Rhapso: automatic stitching of mass segments from fourier transform ion cyclotron resonance mass spectra

Abstract

Fourier transform ion cyclotron resonance mass spectrometry (FTICR MS) provides the resolution and mass accuracy needed to analyze complex mixtures such as crude oil. When mixtures contain many different components, a competitive effect within the ICR cell takes place that hampers the detection of a potentially large fraction of the components. Recently, a new data collection technique, which consists of acquiring several spectra of small mass ranges and assembling a complete spectrum afterward, enabled the observation of a record number of peaks with greater accuracy compared to broadband methods. There is a need for statistical methods to combine and preprocess segmented acquisition data. A particular challenge of quadrupole isolation is that near the window edges there is a drop in intensity, hampering the stitching of consecutive windows. We developed an algorithm called Rhapso to stitch peak lists corresponding to multiple different m/z regions from crude oil samples.
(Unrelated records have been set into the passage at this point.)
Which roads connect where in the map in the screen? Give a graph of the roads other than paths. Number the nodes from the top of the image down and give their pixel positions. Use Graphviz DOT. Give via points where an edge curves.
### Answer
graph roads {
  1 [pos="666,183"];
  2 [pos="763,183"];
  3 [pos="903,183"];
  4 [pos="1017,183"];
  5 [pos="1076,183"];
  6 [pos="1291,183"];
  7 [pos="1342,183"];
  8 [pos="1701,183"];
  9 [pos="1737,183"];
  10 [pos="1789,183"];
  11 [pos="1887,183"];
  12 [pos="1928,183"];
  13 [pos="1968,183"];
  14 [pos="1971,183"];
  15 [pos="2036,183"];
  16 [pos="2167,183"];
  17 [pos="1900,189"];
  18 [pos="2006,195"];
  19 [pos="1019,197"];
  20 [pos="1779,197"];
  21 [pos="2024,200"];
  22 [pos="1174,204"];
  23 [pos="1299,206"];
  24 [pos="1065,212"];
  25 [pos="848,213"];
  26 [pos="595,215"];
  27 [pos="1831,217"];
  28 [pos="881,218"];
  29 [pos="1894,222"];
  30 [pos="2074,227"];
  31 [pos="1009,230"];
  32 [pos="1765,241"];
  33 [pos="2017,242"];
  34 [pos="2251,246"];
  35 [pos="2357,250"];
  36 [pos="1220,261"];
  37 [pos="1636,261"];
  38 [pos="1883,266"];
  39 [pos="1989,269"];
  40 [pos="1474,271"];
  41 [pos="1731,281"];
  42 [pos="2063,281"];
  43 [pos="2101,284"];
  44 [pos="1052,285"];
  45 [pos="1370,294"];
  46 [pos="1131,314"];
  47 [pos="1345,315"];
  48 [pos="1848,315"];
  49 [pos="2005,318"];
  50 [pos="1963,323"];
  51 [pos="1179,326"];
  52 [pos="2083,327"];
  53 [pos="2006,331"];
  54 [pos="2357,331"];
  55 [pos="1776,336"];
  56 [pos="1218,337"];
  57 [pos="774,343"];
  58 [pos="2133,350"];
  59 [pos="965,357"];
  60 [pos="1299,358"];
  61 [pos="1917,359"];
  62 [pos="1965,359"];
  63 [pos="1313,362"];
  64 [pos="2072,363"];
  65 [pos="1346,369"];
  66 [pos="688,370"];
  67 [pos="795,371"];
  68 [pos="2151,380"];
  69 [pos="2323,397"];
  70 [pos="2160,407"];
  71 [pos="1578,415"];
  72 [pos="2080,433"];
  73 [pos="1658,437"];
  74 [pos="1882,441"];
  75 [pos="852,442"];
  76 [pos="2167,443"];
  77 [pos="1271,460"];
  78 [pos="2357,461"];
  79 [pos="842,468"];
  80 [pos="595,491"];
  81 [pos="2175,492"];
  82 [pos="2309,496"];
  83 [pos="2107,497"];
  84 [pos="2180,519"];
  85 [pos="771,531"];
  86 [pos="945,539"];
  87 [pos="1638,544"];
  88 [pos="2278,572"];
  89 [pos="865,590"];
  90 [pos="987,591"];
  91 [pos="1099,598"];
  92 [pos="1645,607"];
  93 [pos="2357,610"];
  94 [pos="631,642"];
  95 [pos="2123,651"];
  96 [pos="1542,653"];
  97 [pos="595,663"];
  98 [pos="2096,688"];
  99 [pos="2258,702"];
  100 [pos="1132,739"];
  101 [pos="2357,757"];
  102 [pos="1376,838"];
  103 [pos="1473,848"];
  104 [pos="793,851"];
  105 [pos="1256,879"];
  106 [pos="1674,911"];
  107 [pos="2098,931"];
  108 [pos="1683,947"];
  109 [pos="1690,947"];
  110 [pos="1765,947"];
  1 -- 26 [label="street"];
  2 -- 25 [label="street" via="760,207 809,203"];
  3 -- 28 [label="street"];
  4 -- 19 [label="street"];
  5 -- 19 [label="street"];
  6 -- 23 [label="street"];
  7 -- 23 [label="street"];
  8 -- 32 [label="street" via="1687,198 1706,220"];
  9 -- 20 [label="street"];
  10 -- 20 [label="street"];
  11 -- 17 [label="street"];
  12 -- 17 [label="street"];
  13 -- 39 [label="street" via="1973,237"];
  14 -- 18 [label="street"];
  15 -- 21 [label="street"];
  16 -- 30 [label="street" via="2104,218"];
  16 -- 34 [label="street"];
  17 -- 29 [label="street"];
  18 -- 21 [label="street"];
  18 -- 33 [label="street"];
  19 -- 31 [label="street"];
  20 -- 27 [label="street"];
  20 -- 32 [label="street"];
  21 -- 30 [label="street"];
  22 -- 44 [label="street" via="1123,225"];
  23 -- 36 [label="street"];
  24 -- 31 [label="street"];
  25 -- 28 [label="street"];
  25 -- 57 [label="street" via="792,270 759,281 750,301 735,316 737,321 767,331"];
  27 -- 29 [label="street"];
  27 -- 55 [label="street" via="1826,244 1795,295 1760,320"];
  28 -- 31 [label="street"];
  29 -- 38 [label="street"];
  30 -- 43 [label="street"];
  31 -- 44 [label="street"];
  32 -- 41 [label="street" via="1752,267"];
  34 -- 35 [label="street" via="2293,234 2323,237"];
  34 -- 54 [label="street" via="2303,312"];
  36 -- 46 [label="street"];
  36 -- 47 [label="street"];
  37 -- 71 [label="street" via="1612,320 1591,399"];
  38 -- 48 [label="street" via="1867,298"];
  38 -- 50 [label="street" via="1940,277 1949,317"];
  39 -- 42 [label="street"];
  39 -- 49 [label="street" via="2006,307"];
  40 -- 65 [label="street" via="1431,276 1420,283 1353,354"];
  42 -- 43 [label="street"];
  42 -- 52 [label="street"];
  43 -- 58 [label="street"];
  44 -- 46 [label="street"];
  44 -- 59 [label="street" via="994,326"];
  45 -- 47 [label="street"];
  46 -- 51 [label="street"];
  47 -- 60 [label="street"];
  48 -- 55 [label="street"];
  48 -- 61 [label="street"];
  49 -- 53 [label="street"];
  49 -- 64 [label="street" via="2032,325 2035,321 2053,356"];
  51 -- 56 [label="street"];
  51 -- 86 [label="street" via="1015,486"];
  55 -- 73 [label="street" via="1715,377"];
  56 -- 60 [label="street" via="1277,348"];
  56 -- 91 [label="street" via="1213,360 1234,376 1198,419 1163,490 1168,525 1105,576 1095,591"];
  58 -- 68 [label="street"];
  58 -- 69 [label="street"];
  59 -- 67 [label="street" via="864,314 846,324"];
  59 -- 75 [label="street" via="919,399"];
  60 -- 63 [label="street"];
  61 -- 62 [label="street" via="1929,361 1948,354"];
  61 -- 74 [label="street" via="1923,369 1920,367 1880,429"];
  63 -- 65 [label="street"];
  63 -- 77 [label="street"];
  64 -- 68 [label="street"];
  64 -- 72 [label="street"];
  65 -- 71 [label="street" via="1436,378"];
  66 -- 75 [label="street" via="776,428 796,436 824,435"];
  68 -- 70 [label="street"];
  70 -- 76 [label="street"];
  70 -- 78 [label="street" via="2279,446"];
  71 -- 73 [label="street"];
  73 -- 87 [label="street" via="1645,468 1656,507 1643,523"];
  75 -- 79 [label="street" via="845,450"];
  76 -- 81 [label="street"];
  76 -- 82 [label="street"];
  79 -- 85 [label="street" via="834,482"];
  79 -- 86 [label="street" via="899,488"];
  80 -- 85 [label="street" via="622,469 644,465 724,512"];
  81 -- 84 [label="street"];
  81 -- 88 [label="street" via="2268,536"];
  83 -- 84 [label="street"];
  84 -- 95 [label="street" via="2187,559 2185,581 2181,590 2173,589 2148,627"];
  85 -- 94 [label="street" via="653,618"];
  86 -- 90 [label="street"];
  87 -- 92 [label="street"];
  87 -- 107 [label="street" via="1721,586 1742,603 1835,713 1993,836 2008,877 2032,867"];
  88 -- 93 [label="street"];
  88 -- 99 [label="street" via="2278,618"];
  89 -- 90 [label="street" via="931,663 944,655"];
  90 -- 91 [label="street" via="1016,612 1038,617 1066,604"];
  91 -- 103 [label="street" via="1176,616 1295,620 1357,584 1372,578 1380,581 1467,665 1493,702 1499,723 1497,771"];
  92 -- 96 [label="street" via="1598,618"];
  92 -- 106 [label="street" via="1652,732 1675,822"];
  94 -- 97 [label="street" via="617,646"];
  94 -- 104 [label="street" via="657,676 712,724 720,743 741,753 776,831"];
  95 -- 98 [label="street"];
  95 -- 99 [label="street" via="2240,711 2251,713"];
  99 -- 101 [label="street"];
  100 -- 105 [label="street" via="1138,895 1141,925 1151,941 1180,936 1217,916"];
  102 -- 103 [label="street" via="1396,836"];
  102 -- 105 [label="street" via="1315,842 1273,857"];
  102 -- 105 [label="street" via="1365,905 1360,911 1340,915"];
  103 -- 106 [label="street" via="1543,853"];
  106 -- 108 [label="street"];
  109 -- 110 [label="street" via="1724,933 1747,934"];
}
Rhapso corrects potential edge effects to enable the use of smaller windows and reduce the required overlap between windows, corrects mass shifts between windows, and generates a single peak list for the full spectrum. Relative to a stitching performed manually, Rhapso increased the data processing speed and avoided potential human errors, simplifying the subsequent chemical analysis of the sample. Relative to a broadband spectrum, the stitched output showed an over 2-fold increase in assigned peaks and reduced mass error by a factor of 2. Rhapso is expected to enable routine use of this spectral stitching method for ultracomplex samples, giving a more detailed characterization of existing samples and enabling the characterization of samples that were previously too complex to analyze.